Considerada favorita antes da semifinal contra a Espanha, a França demonstrou grande força ao longo do torneio. Atualmente, possui o segundo melhor ataque da competição, com 16 gols em sete partidas. Kylian Mbappé lidera a artilharia ao lado de Lionel Messi, ambos com oito gols, e Mbappé está a um passo de se tornar o primeiro jogador desde Gerd Müller em 1970 a marcar mais de oito gols em uma única edição de Copa.

Estatisticamente, a França se destaca como a equipe com mais finalizações (120) e mais finalizações certas (50), pressionando constantemente os goleiros adversários.

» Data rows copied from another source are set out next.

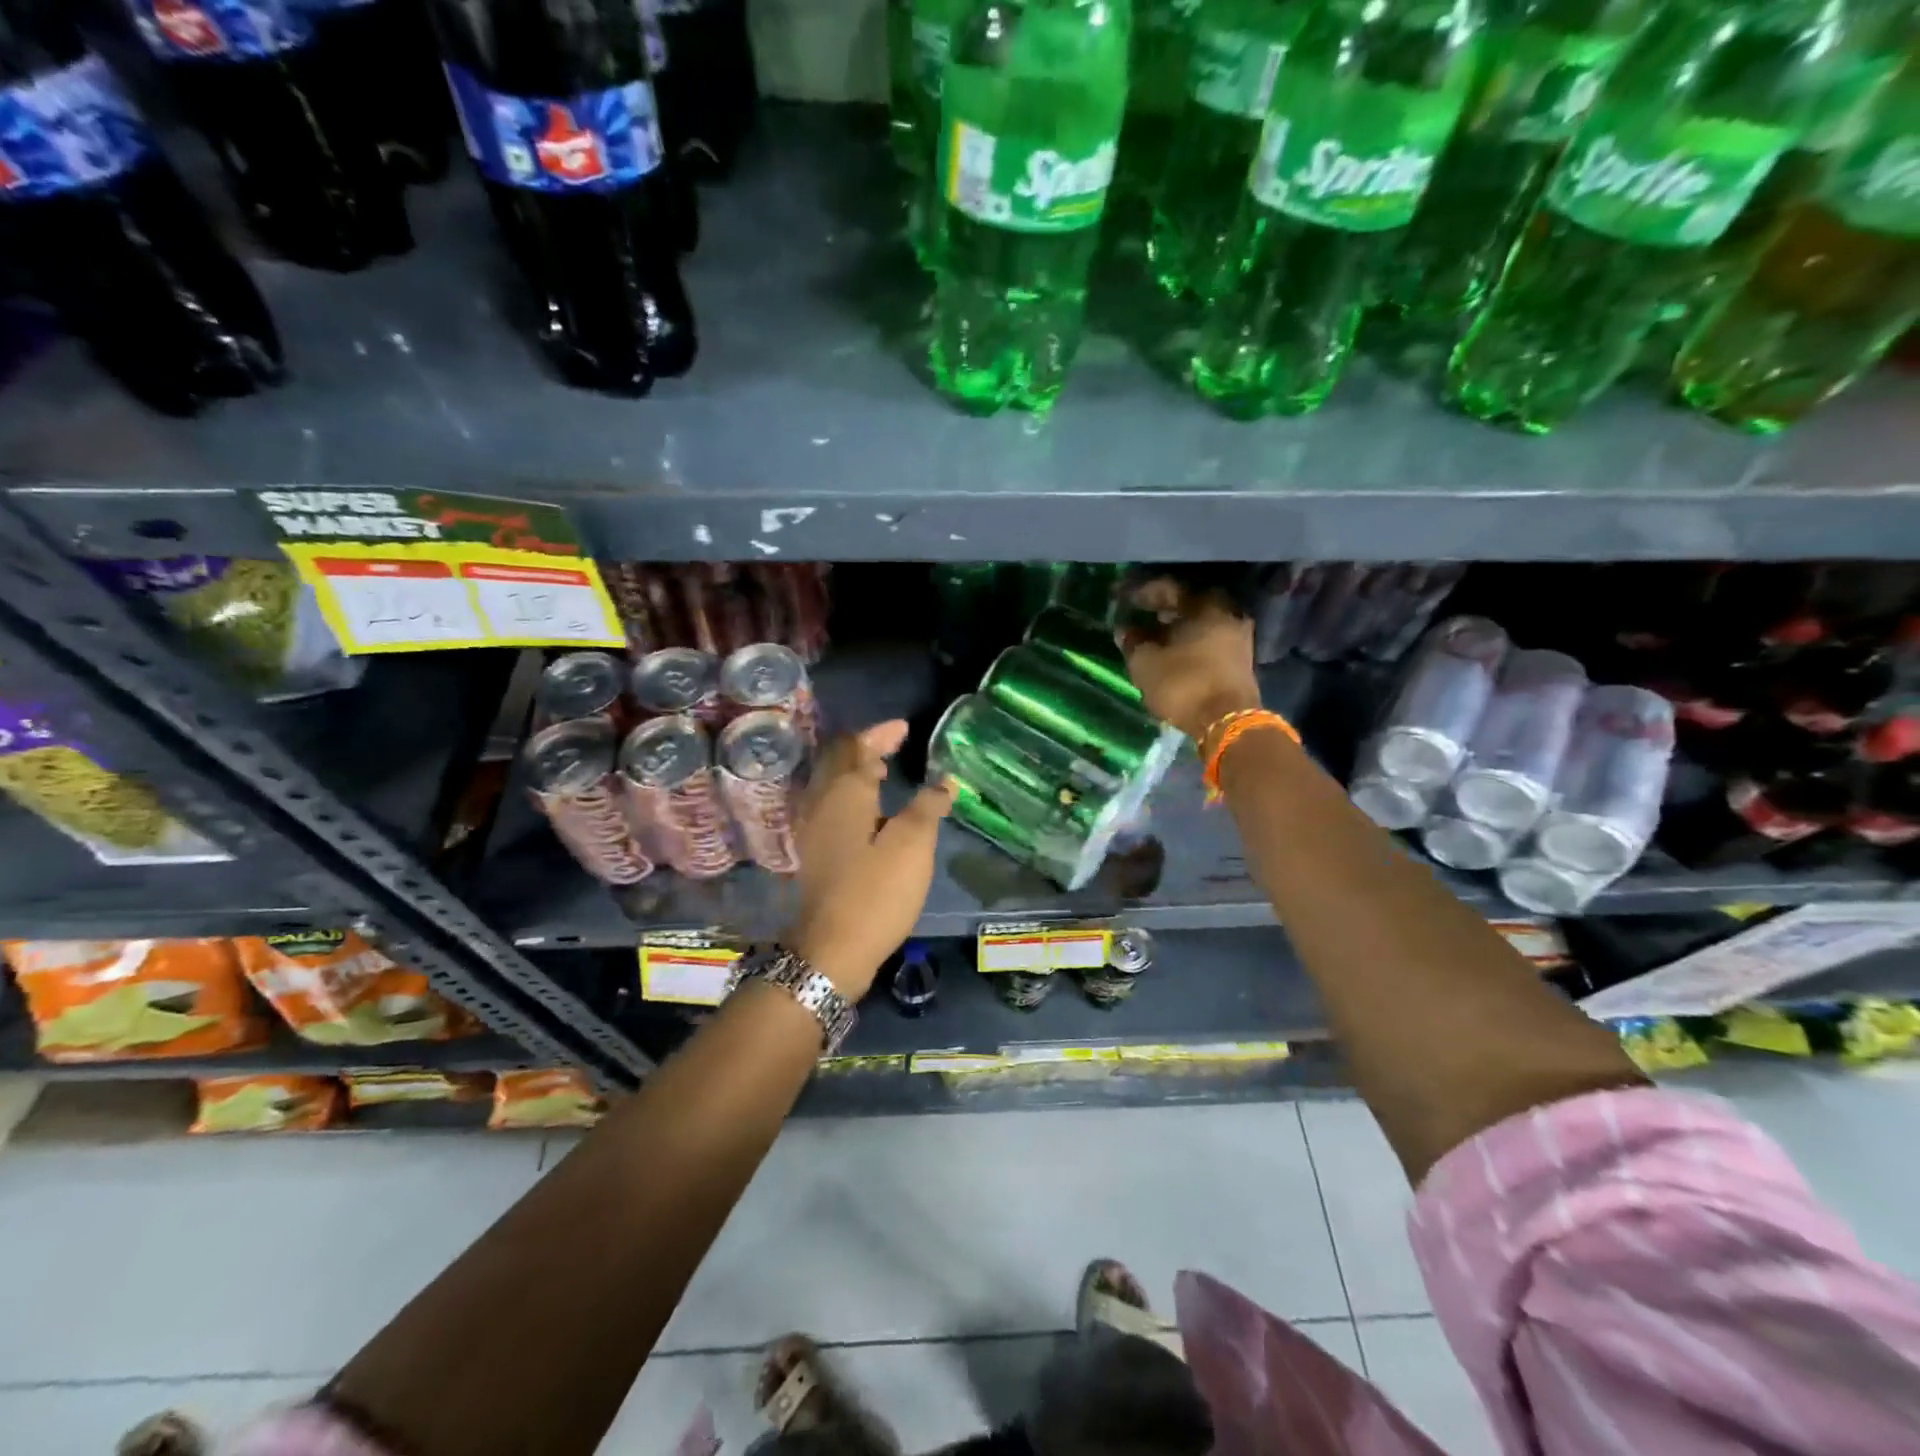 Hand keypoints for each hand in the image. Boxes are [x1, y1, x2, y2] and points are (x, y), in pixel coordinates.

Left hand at [786, 721, 952, 999]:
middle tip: (893, 744)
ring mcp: (810, 829)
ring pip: (830, 783)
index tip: (904, 727)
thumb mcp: (913, 847)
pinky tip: (868, 811)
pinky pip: (829, 804)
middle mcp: (820, 803)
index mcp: (843, 794)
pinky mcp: (812, 852)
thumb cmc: (874, 893)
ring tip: (883, 770)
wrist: (829, 952)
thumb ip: (927, 807)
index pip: (857, 747)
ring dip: (855, 770)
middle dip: (865, 747)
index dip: (881, 734)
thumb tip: (943, 782)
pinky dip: (849, 794)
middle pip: (837, 761)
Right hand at [1118, 581, 1260, 743]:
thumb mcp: (1146, 663)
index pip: (1169, 588)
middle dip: (1162, 610)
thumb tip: (1125, 630)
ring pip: (1200, 624)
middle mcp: (1228, 614)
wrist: (1227, 723)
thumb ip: (1133, 642)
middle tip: (1140, 616)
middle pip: (1189, 605)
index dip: (1142, 592)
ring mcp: (1238, 638)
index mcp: (1206, 605)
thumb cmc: (1184, 684)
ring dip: (1176, 628)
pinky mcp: (1240, 661)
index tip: (1123, 599)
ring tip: (1152, 638)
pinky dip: (1189, 643)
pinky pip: (1209, 641)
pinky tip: (1172, 653) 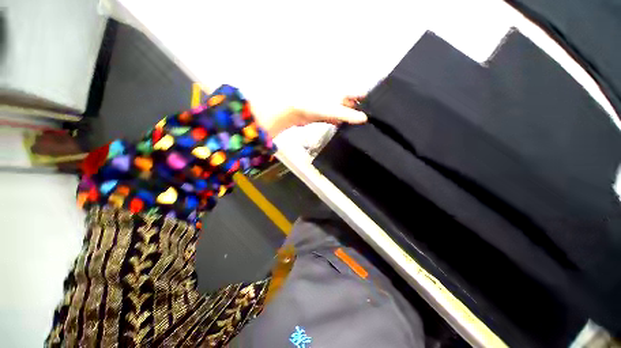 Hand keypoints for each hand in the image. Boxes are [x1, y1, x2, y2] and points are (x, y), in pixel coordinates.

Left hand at [252, 96, 367, 138]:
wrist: (294, 110)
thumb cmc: (313, 105)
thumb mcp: (333, 111)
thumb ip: (348, 115)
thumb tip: (364, 119)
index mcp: (341, 91)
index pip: (359, 94)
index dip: (368, 101)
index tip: (378, 110)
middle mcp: (338, 97)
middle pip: (353, 104)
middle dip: (361, 111)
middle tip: (372, 122)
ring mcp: (331, 106)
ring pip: (346, 112)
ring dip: (352, 118)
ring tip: (363, 127)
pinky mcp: (326, 114)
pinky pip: (337, 118)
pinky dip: (342, 122)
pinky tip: (347, 128) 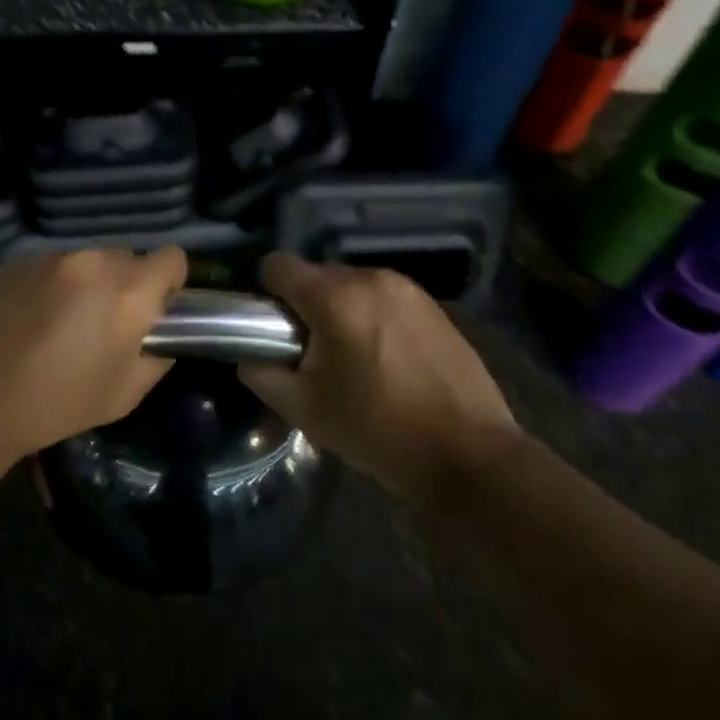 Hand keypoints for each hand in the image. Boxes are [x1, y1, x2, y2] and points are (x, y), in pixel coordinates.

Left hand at [0, 247, 187, 466]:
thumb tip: (159, 335)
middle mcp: (91, 262)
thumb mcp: (124, 394)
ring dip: (84, 285)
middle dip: (124, 286)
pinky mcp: (12, 263)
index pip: (172, 257)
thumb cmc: (56, 405)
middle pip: (126, 258)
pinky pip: (47, 267)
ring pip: (85, 262)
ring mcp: (48, 258)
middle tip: (103, 325)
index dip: (169, 284)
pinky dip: (48, 287)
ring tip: (58, 325)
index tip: (153, 312)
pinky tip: (25, 322)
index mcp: (127, 291)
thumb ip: (156, 356)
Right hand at [238, 254, 519, 502]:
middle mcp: (371, 278)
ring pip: (350, 286)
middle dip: (304, 307)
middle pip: (315, 275)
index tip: (271, 330)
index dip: (264, 294)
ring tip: (351, 361)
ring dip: (338, 312)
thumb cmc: (378, 430)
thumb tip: (250, 353)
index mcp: (336, 297)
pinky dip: (370, 318)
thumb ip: (261, 372)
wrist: (470, 453)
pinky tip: (385, 361)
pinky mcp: (433, 305)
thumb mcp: (303, 408)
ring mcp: (408, 289)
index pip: (277, 265)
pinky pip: (382, 299)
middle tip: (311, 356) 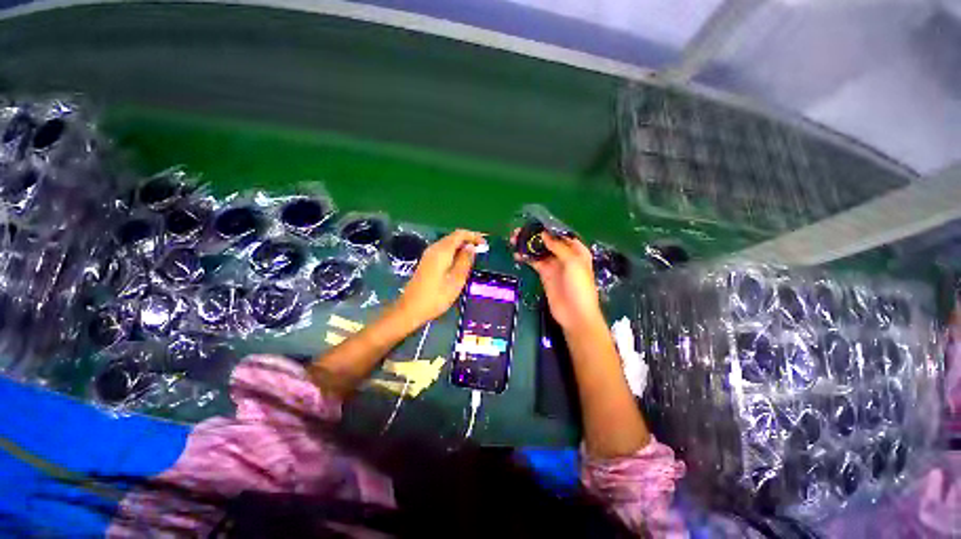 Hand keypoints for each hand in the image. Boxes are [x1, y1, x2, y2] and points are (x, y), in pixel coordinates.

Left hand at [396, 229, 484, 325]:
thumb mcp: (456, 280)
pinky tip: (460, 263)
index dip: (473, 236)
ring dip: (461, 247)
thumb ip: (465, 261)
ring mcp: (428, 255)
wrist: (411, 308)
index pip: (460, 234)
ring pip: (448, 244)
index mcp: (442, 251)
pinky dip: (454, 252)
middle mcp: (434, 248)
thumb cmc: (436, 296)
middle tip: (482, 250)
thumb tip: (472, 247)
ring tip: (474, 257)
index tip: (485, 243)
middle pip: (453, 237)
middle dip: (468, 240)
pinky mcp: (427, 262)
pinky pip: (443, 251)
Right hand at [512, 229, 602, 329]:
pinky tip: (517, 254)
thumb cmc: (579, 286)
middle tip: (520, 231)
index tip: (534, 223)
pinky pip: (534, 262)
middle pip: (548, 241)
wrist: (575, 313)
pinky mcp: (545, 274)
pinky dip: (526, 257)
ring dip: (528, 245)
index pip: (562, 235)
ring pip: (540, 251)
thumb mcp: (573, 263)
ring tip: (514, 239)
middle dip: (535, 235)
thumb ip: (558, 247)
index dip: (549, 228)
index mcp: (577, 250)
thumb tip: (544, 234)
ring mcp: (554, 265)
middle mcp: (565, 256)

Até a semifinal, era a única equipe invicta, com seis vitórias em seis jogos disputados sem a necessidade de prorrogações.

A equipe comandada por Didier Deschamps conta com uma geração de talentos excepcionais no ataque. Mbappé, Ousmane Dembélé e Michael Olise formam um trio explosivo. Mbappé é a estrela principal, Dembélé, eleito o melhor jogador do mundo em 2025, contribui com gols e criatividade, enquanto Olise, em ascensão meteórica, tem sido um maestro com um número impressionante de assistências.

Durante o torneio, o trio proporcionou momentos inesquecíveis. Mbappé marcou gols espetaculares, Dembélé anotou um hat-trick contra a Noruega, e Olise, apesar de não ter marcado, liderou em assistências, superado apenas por Pelé em 1970. Olise esteve perto de marcar gols memoráveis, mas a trave impediu sua celebração em duas ocasiões.

Curiosamente, esta edição de 2026 pode representar o pior resultado da França em três Copas consecutivas, após duas finais disputadas anteriormente, com um título e um vice-campeonato. A busca pelo terceiro lugar representa a última chance de deixar uma marca ainda mais indelével.

O conceito de seleções que encantaram, mas não venceram, remete a times históricos como a Hungria de 1954, a Holanda de 1974 e o Brasil de 1982. A Hungria, liderada por Ferenc Puskás, teve o melhor ataque da história das Copas em uma única edição. A Holanda, com a genialidade de Johan Cruyff e o estilo revolucionário da “Laranja Mecânica”, cativou o mundo. Já o Brasil de Zico, Sócrates e Falcão, sob o comando de Telê Santana, apresentou um futebol arte que, apesar da eliminação precoce, conquistou corações.